A group of 500 men from Onduhaluka, northern Namibia, were rounded up for questioning at Oshakati. On their way back, they met with the "Bantustan" police who opened fire, killing one man and wounding two others. One of the wounded was later identified as Angela KATENDA.
The boers and their local puppets are frequently seen at night dumping bodies in open graves. One day an on-looker told how he had seen three police vans entering the Oshakati cemetery. He approached the occupants of the vans and asked what they were doing. The police in the vans then asked him, sarcastically, whether he had come to attend the funeral of his "friends". The eye-witness said the bodies thrown into an open grave were those of three young men dressed in civilian clothes and wearing high-heel shoes. He was of the opinion that the bodies being dumped into the grave were of the curfew hour victims or innocent people shot by the racist troops after being 'mistaken' for guerillas.

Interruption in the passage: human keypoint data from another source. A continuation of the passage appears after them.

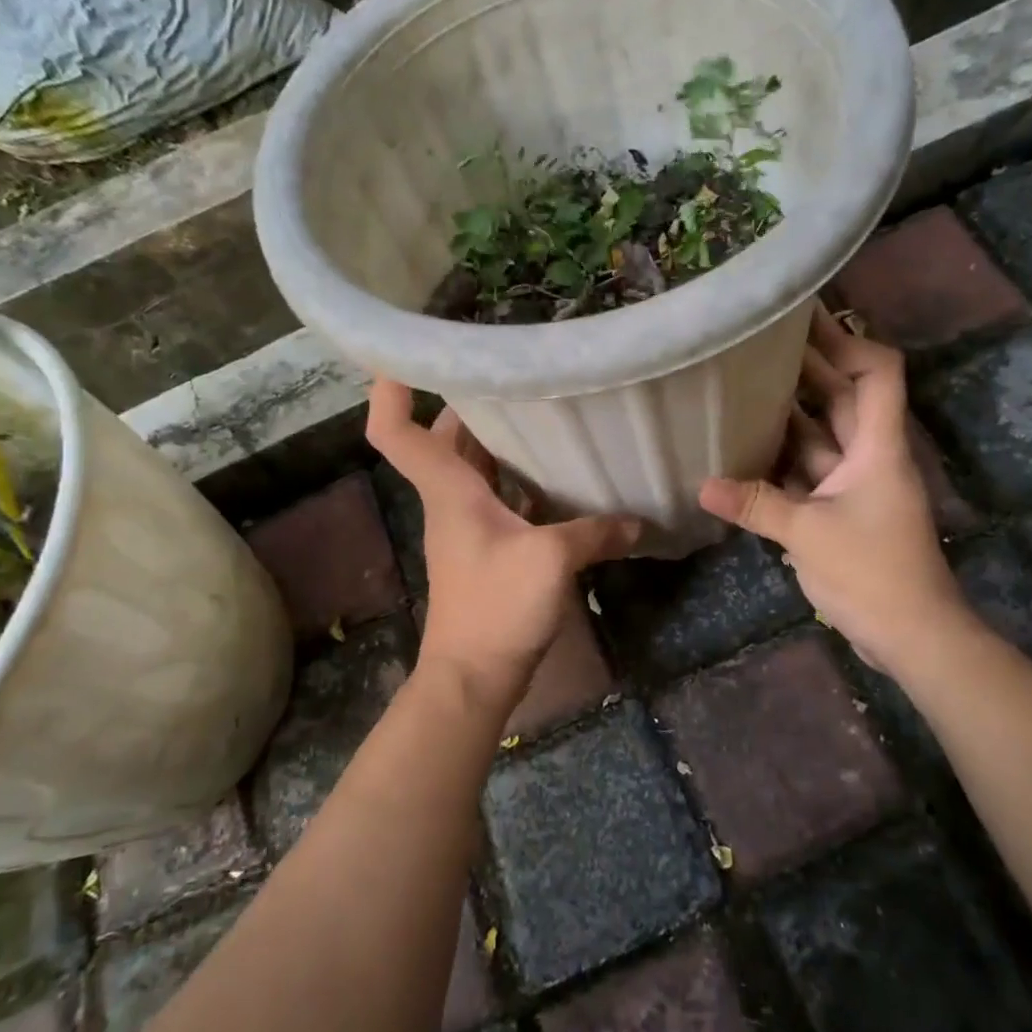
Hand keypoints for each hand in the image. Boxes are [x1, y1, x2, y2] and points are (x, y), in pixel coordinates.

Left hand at [366, 380, 640, 703]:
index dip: (391, 392)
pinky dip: (519, 479)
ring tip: (542, 410)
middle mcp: (451, 500)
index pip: (397, 433)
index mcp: (449, 491)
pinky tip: (558, 474)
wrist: (475, 675)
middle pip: (444, 440)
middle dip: (469, 404)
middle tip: (511, 373)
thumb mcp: (551, 561)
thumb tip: (639, 521)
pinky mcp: (489, 548)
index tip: (402, 355)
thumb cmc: (497, 608)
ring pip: (474, 468)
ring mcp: (468, 526)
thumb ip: (596, 532)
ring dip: (498, 441)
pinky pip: (499, 497)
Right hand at [698, 306, 965, 667]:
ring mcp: (855, 485)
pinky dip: (781, 459)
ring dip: (787, 413)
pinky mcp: (841, 511)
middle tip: (756, 341)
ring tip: (740, 385)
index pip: (877, 372)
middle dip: (806, 367)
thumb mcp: (808, 534)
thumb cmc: (873, 572)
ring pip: (820, 436)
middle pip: (841, 397)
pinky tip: (744, 447)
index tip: (804, 322)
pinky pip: (808, 472)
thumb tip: (702, 485)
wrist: (912, 634)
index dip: (847, 341)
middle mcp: (868, 456)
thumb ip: (756, 504)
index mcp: (877, 447)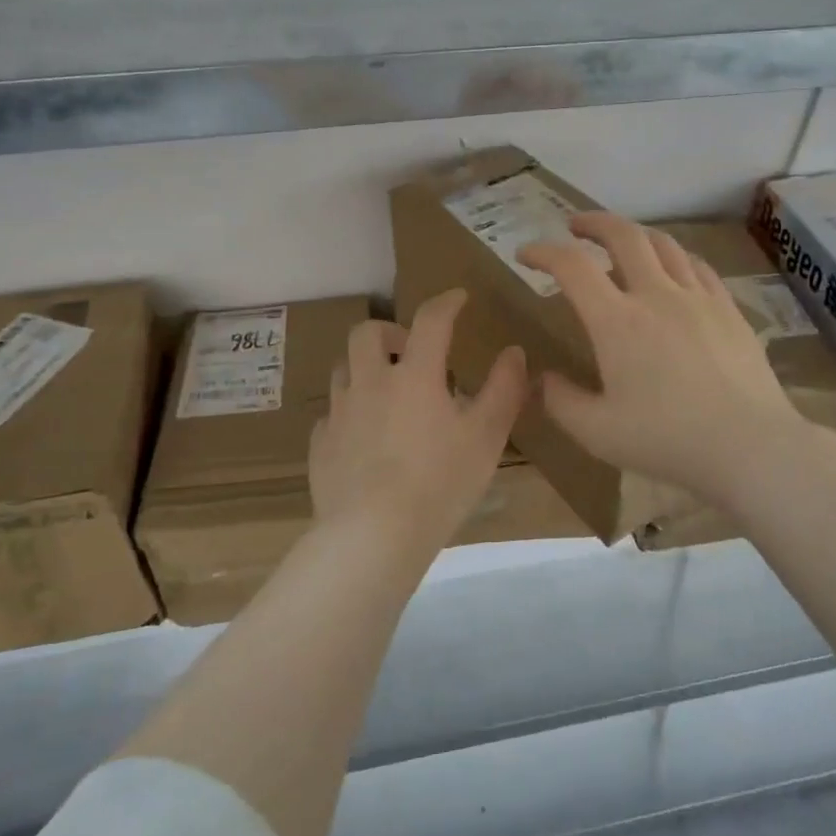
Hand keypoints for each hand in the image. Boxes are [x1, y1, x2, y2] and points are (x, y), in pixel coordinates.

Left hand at [309, 289, 526, 552]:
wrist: (373, 536)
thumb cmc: (439, 483)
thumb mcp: (486, 437)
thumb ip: (504, 390)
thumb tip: (514, 352)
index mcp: (414, 375)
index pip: (430, 320)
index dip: (446, 302)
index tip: (459, 299)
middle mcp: (370, 383)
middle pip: (366, 332)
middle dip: (390, 331)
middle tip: (410, 350)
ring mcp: (340, 414)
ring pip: (343, 370)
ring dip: (365, 369)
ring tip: (387, 392)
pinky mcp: (321, 446)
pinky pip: (332, 415)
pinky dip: (350, 414)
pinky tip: (364, 437)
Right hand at [518, 213, 812, 506]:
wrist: (750, 445)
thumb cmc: (668, 440)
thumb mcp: (598, 432)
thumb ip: (561, 402)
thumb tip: (544, 379)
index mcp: (617, 321)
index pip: (572, 267)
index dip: (543, 252)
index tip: (526, 254)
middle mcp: (657, 295)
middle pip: (623, 235)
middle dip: (593, 223)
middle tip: (575, 226)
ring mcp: (698, 298)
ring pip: (664, 244)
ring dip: (635, 235)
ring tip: (622, 243)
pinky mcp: (729, 309)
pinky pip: (698, 266)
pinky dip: (675, 257)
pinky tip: (674, 270)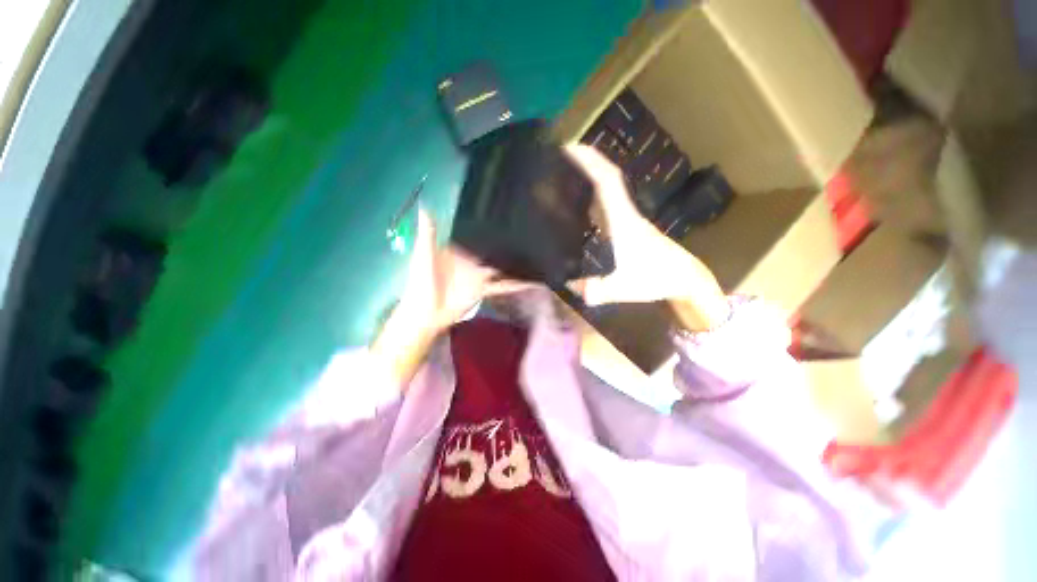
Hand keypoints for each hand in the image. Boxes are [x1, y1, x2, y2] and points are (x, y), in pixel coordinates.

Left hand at [372, 209, 527, 387]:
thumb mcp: (423, 255)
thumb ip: (428, 233)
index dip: (486, 226)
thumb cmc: (422, 282)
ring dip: (514, 262)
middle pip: (490, 249)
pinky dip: (517, 284)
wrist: (426, 313)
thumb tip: (425, 206)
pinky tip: (533, 281)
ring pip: (500, 265)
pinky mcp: (484, 289)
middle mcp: (470, 260)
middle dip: (505, 242)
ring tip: (536, 252)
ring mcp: (479, 275)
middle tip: (528, 230)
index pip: (473, 234)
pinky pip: (503, 285)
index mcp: (456, 250)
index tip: (504, 213)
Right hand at [564, 144, 729, 329]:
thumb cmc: (655, 278)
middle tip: (558, 157)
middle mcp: (624, 213)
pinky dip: (593, 196)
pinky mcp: (628, 227)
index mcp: (622, 220)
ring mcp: (627, 219)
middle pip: (606, 179)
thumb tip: (566, 285)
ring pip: (608, 190)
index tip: (569, 148)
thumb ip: (594, 290)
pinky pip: (608, 204)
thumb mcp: (621, 288)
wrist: (683, 278)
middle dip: (585, 163)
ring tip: (563, 175)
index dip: (589, 161)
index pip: (607, 181)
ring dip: (589, 177)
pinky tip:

Naino ANGULA, 15, from Onayena, said that his residence was burnt down, crops destroyed and their cattle slaughtered by the boer soldiers when they detonated a mine near his house in August 1979. His father was picked up by the soldiers and taken to Oshakati, but when he came back the same day he had an open wound in his head. That same day Naino was beaten up by the racist soldiers with a palm tree branch. They wanted him to tell them where the SWAPO guerillas were. One day Naino and his sister went to collect caterpillars (a delicacy to some Namibians). The boer soldier approached them and forced his sister, Maria ANGULA, 16, to eat the caterpillars alive. When she refused, telling them she'd rather die, the fascist soldier took an empty beer bottle and forced it several times into her vagina and anus, leaving it there. At Oshakati hospital she was operated on immediately. Nevertheless she died two days later.
On the 11th November 1979, the fascist South African police wounded 14 workers at their compounds in Okahandja. One man died and seven were in a critical condition. In December 1979, Jaapie WAAMWA, SWAPO Regional Treasurer at Swakopmund, was shot to death by police. The policeman who shot him was "tried" secretly, declared innocent and acquitted.
The incidents which are enumerated above are but a few of unaccountable atrocities committed by the South African occupation regime in Namibia against the Namibian people."